Yes lawd. I’ve eaten bulgogi with our KATUSA friends near the DMZ almost daily back in my 2d infantry daze. Endorsed.
Me too, loved the food in Korea. And near 2ID, there used to be this awesome place in Uijeongbu, Mr. Cho's chicken cheese ramen... legendary.
 
For a while I was spending about 4 hours on Sunday and 2 on Wednesday to cook meals for everyone for the week (this included measuring everything and portioning it for two people with different macro needs). I was using an app called MealPrepPro that excelled at planning, shopping, and cooking. Unfortunately I got kind of bored eating out of Tupperware for every meal.
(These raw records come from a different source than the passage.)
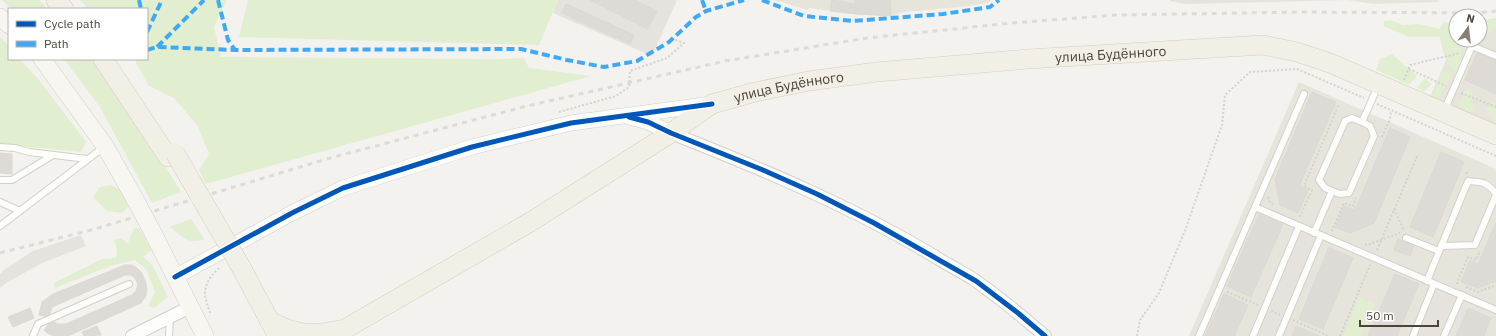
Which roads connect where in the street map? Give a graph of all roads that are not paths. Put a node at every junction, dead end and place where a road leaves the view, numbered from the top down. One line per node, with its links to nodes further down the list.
1 (56, 0): 3 (main road)
2 (67, 0): 4 (main road)
3 (63, 8)
4 (74, 8)
5 (0, 17): 6 (main road)
6 (8, 24)
7 (1496, 56): 14 (lane)
8 (43, 60): 19 (main road)
9 (104, 60): 22 (main road)
10 (114, 60): 22 (main road)
11 (1378, 84): 13 (main road, улица Будённого); 14 (main road, улица Будённого); 16 (lane)
12 (1304, 94): 28 (lane)
13 (712, 104): 15 (street); 17 (main road, улица Будённого)
14 (1443, 112): 18 (main road, улица Будённого)
15 (621, 115): 17 (street); 36 (street)
16 (1362, 122): 25 (lane); 25 (lane)
17 (671, 133): 45 (main road, улица Будённого); 50 (street)
18 (1496, 135)
19 (105, 146): 23 (lane); 36 (main road, bridge)
20 (0, 147): 21 (lane)
21 (53, 155): 23 (lane); 24 (lane)
22 (171, 155): 44 (main road, bridge)
23 (87, 160): 29 (lane)
24 (0, 180)
25 (1332, 191): 32 (lane)
26 (1496, 195): 35 (lane); 35 (lane)
27 (0, 202): 29 (lane)
28 (1255, 207): 31 (lane); 51 (lane)
29 (20, 211): 30 (lane)
30 (0, 226)
31 (1299, 226): 32 (lane); 52 (lane)
32 (1314, 233): 33 (lane)
33 (1321, 236): 37 (lane); 53 (lane)
34 (1406, 238): 35 (lane)
35 (1440, 249): 37 (lane)
36 (175, 277): 41 (main road)
37 (1427, 281): 39 (lane)
38 (129, 284): 46 (lane)
39 (1434, 284): 40 (lane); 54 (lane)
40 (1462, 295): 42 (lane); 55 (lane)
41 (190, 306): 43 (street); 49 (main road)
42 (1496, 310)
43 (170, 316): 47 (street); 48 (lane)
44 (272, 331): 45 (main road, улица Будённого)
45 (342, 333)
46 (33, 336)
47 (132, 336)
48 (169, 336)
49 (205, 336)
50 (1045, 336)
51 (1199, 336)
52 (1253, 336)
53 (1279, 336)
54 (1412, 336)
55 (1444, 336)

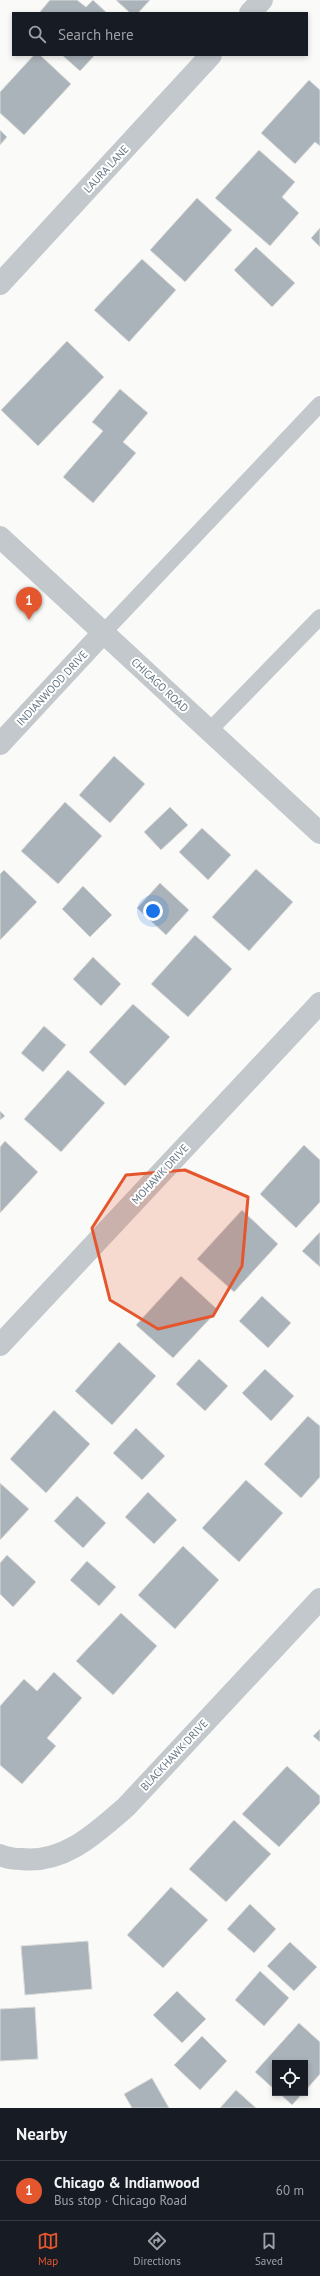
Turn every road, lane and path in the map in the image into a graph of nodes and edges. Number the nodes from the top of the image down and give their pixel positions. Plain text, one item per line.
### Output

And wrapping a weeks worth of breakfast burritos all at once sucks.

More recently I’ve been experimenting with a different approach where I’m using what I learned cooking in a restaurant in high school. I’ll do as much prep work as I can on sundays (let the grocery store help out as much as possible) and then do “service” for dinner. Lunch is leftovers and breakfast is simple eggs, egg whites, toast/beans, plus salsa/kimchi. I’m working on reducing the number of ingredients and steps for each dish. It feels more efficient to me. I’ll spend maybe 20 minutes cooking dinner every night. Usually done in one pan or on the grill to minimize dishes.
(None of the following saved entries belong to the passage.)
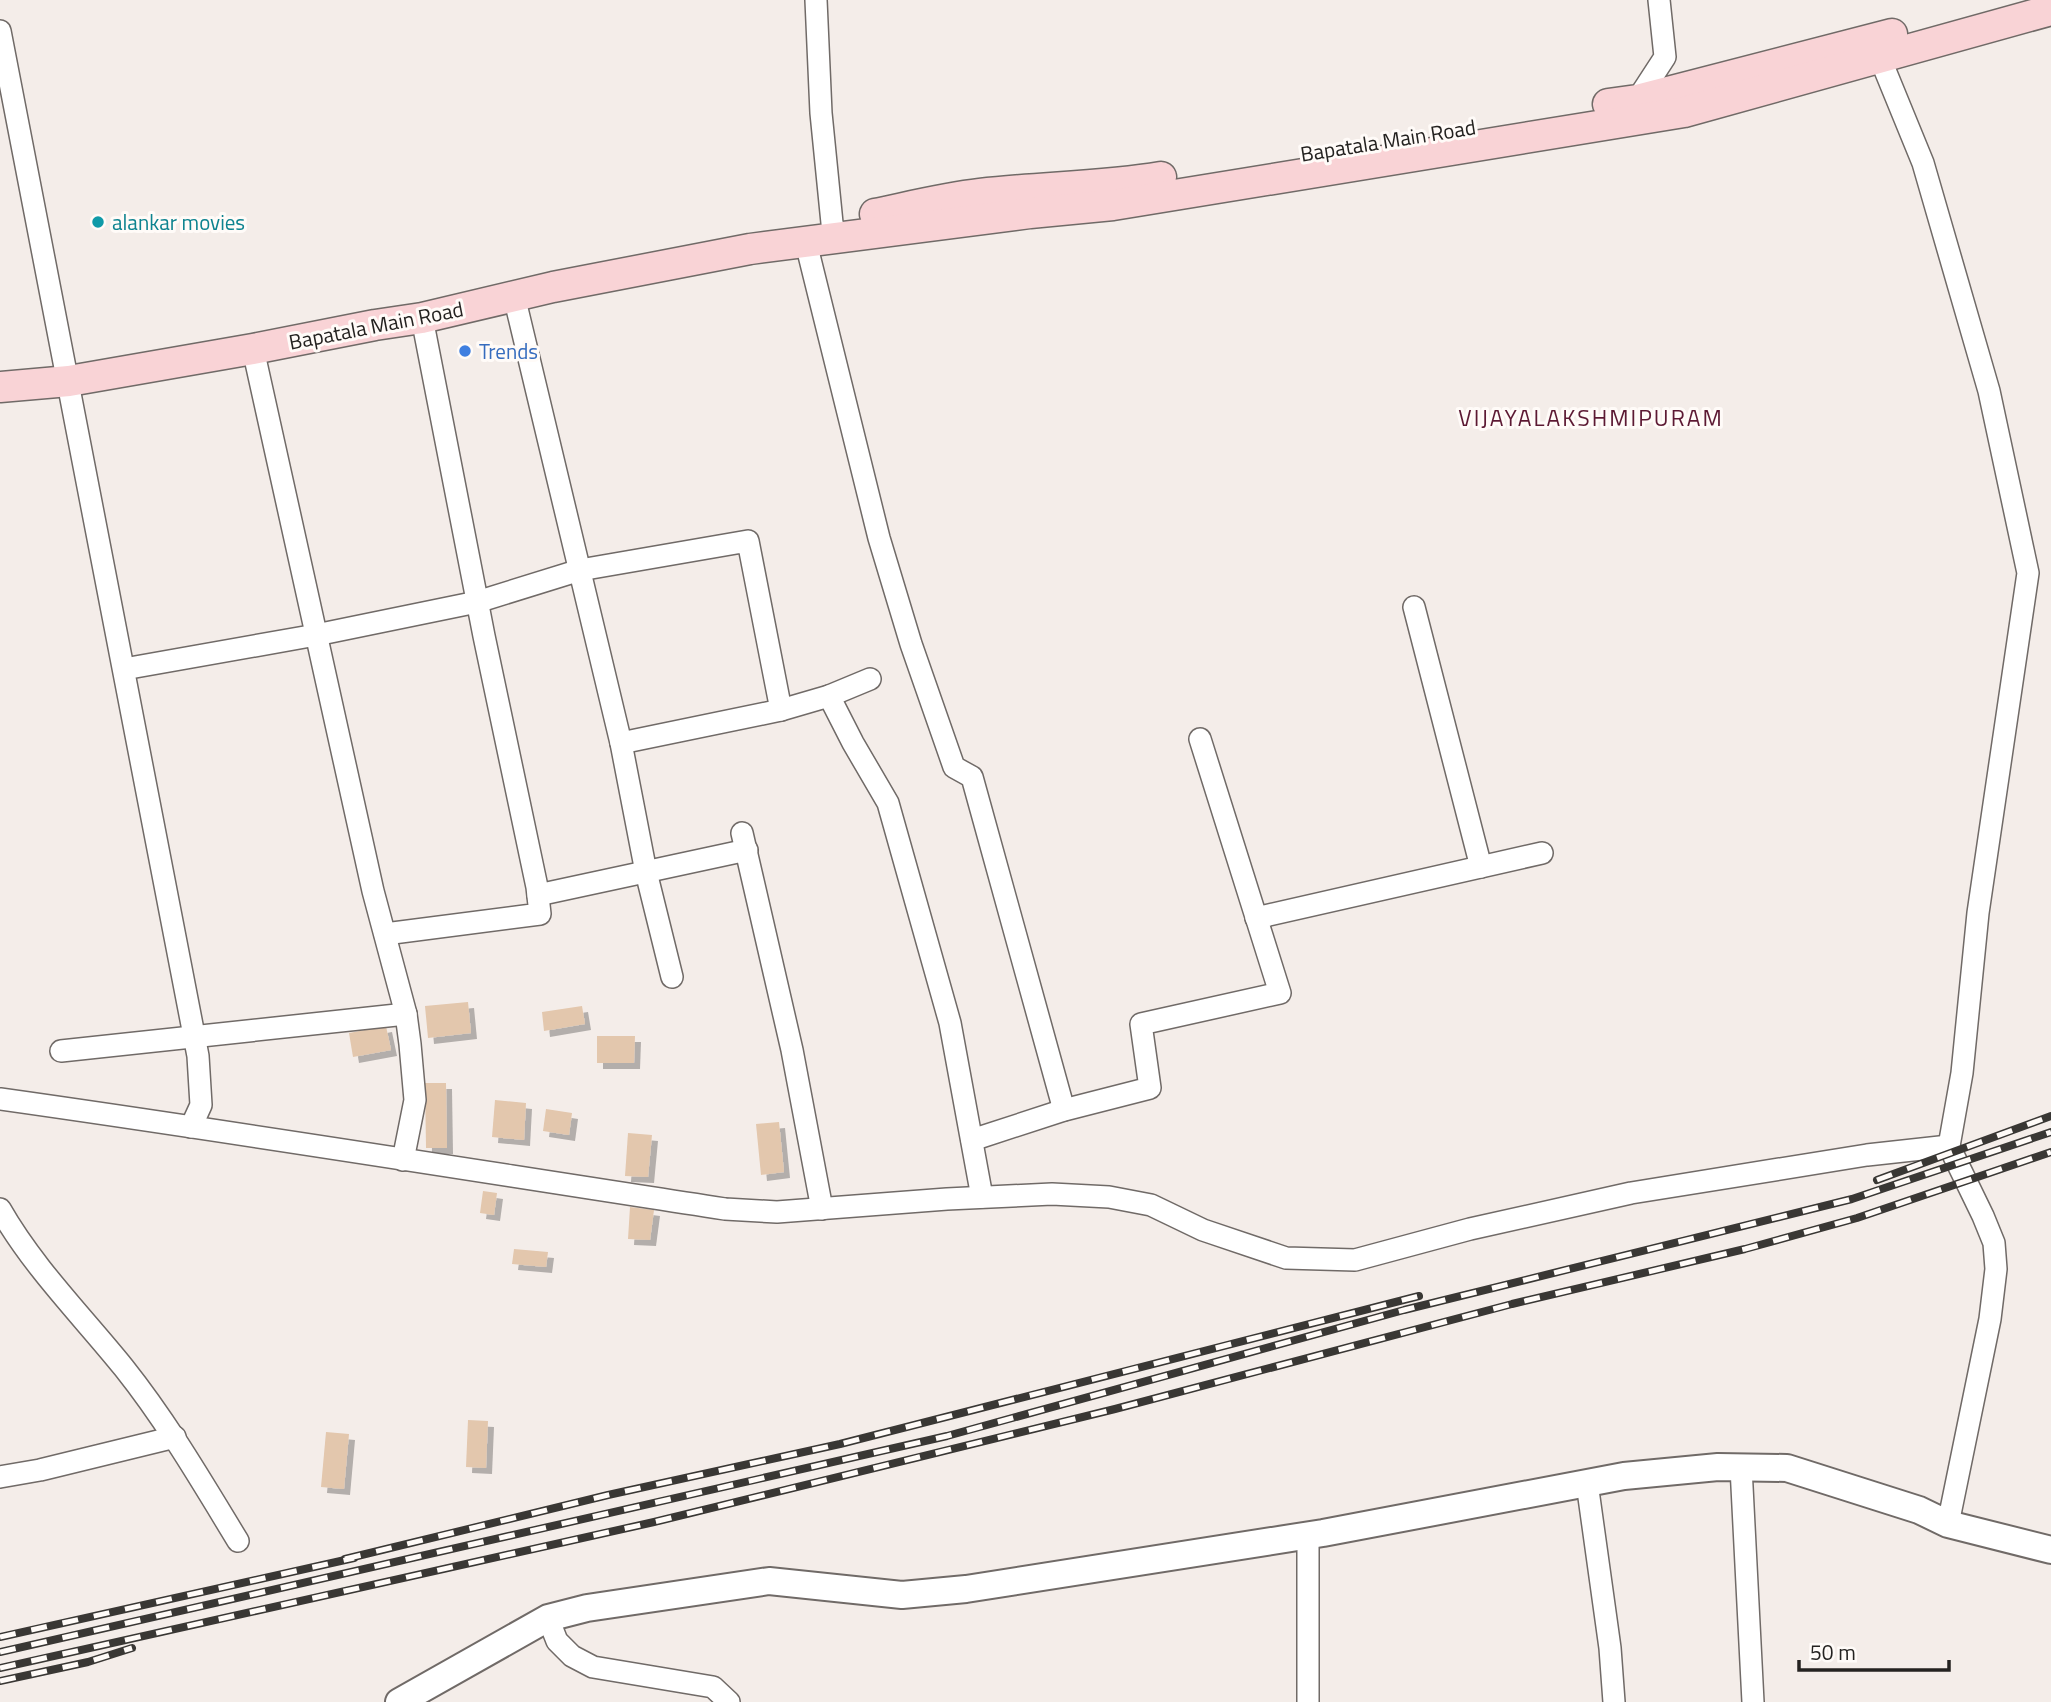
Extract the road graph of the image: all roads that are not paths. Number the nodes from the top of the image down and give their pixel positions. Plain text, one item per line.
1 (816, 0) edge
2 (1659, 0) edge
3 (2021, 0) edge
4 (2051, 10) edge
5 (0, 31) edge
6 (1880, 58) junction
7 (1637, 100) junction
8 (835, 231) junction
9 (806, 243) junction
10 (750, 249) junction
11 (514, 296) junction
12 (422, 317) junction
13 (253, 349) junction
14 (69, 381) junction
15 (0, 387) edge
16 (580, 570) junction
17 (477, 601) junction
18 (1414, 607) dead end
19 (316, 635) junction
20 (124, 669) junction
21 (870, 679) dead end
22 (829, 696) junction
23 (782, 710) junction
24 (1200, 739) dead end
25 (621, 743) junction
26 (1542, 853) dead end
27 (1481, 867) junction
28 (646, 872) junction
29 (538, 895) junction
30 (1256, 918) junction
31 (385, 934) junction
32 (671, 977) dead end
33 (406, 1014) junction
34 (194, 1037) junction
35 (61, 1051) dead end
36 (0, 1099) edge
37 (1065, 1110) junction
38 (191, 1127) junction
39 (971, 1140) junction
40 (1949, 1146) junction
41 (403, 1160) junction
42 (982, 1197) junction
43 (0, 1209) edge
44 (822, 1209) junction
45 (175, 1437) junction
46 (1741, 1467) junction
47 (0, 1477) edge
48 (1587, 1483) junction
49 (1948, 1524) junction
50 (1308, 1535) junction
51 (238, 1541) dead end
52 (2051, 1550) edge
53 (548, 1618) junction
54 (399, 1702) edge
55 (729, 1702) edge
56 (1308, 1702) edge
57 (1614, 1702) edge
58 (1753, 1702) edge

1 - 8 street
2 - 7 street
3 - 7 main road, Bapatala Main Road
4 - 6 main road, Bapatala Main Road
5 - 14 street
6 - 8 main road, Bapatala Main Road
6 - 40 street
7 - 8 main road, Bapatala Main Road
8 - 9 main road, Bapatala Main Road
8 - 10 main road, Bapatala Main Road
9 - 10 main road, Bapatala Main Road
9 - 37 street
10 - 11 main road, Bapatala Main Road
11 - 12 main road, Bapatala Main Road
11 - 16 street
12 - 13 main road, Bapatala Main Road
12 - 17 street
13 - 14 main road, Bapatala Main Road
13 - 19 street
14 - 15 main road, Bapatala Main Road
14 - 20 street
16 - 17 street
16 - 23 street
16 - 25 street
17 - 19 street
17 - 29 street
18 - 27 street
19 - 20 street
19 - 31 street
20 - 34 street
21 - 22 street
22 - 23 street
22 - 39 street
23 - 25 street
24 - 30 street
25 - 28 street
26 - 27 street
27 - 30 street
28 - 29 street
28 - 32 street
28 - 44 street
29 - 31 street
30 - 37 street
31 - 33 street
33 - 34 street
33 - 41 street
34 - 35 street
34 - 38 street
36 - 38 street
37 - 39 street
38 - 41 street
39 - 42 street
40 - 42 street
40 - 49 street
41 - 44 street
42 - 44 street
43 - 45 street
45 - 47 street
45 - 51 street
46 - 48 street
46 - 49 street
46 - 58 street
48 - 50 street
48 - 57 street
49 - 52 street
50 - 53 street
50 - 56 street
53 - 54 street
53 - 55 street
So a week of meals looks like
Sun: tortilla chicken soup
Mon:beef and broccoli
Tuesday: chicken curry
Wednesday:family dinner (on my turn I’ll usually roast/ grill a couple chickens and veggies, quick and easy. Aside from cook time it takes all of 10 minutes to prep, cooking is basically hanging with family and waiting for temp alarm)
Thursday: meat loaf with green beans
Friday: date night
Saturday: leftovers

Also I have a quick and easy bulgolgi approximation sauce that goes well with ground beef. 1T minced garlic, 1T sesame oil, 1t siracha, 1/2T ginger paste, and 1/3c soy sauce/coconut aminos.
 
I watch a lot of those street food channels on Youtube and Korean is one country I want to visit, just for the food! In fact I managed to replicate the egg bread recipe and I've done egg toast as well.
 
I was never able to get into meal prep for the week. With 4 young kids and a fridge that is overflowing with produce just to get through the week, we prep meals everyday. Besides prepping veggies/greens in advance to always have some handy.

I might eat leftovers, if there are any, for lunch or sometimes even breakfast but that's about it.
 
I work in the food industry on the distribution level and that tends to offer me some pretty good hook-ups. We've been blessed with plenty of fresh produce... if we can't get a case of bananas as a discount grocer, I fill a fabric grocery bag at the local Giant Foods with about 15#. That may last two, maybe three days at our house. We are able to get eggs cheap, so we hard-boil two dozen about every other day. We also get cut up fruit like pineapple, mango and the like and my wife freezes it. Perfect for smoothies!

I'd rather come home to egg shells and banana peels all over the table then have the children snackin' on junk food all day.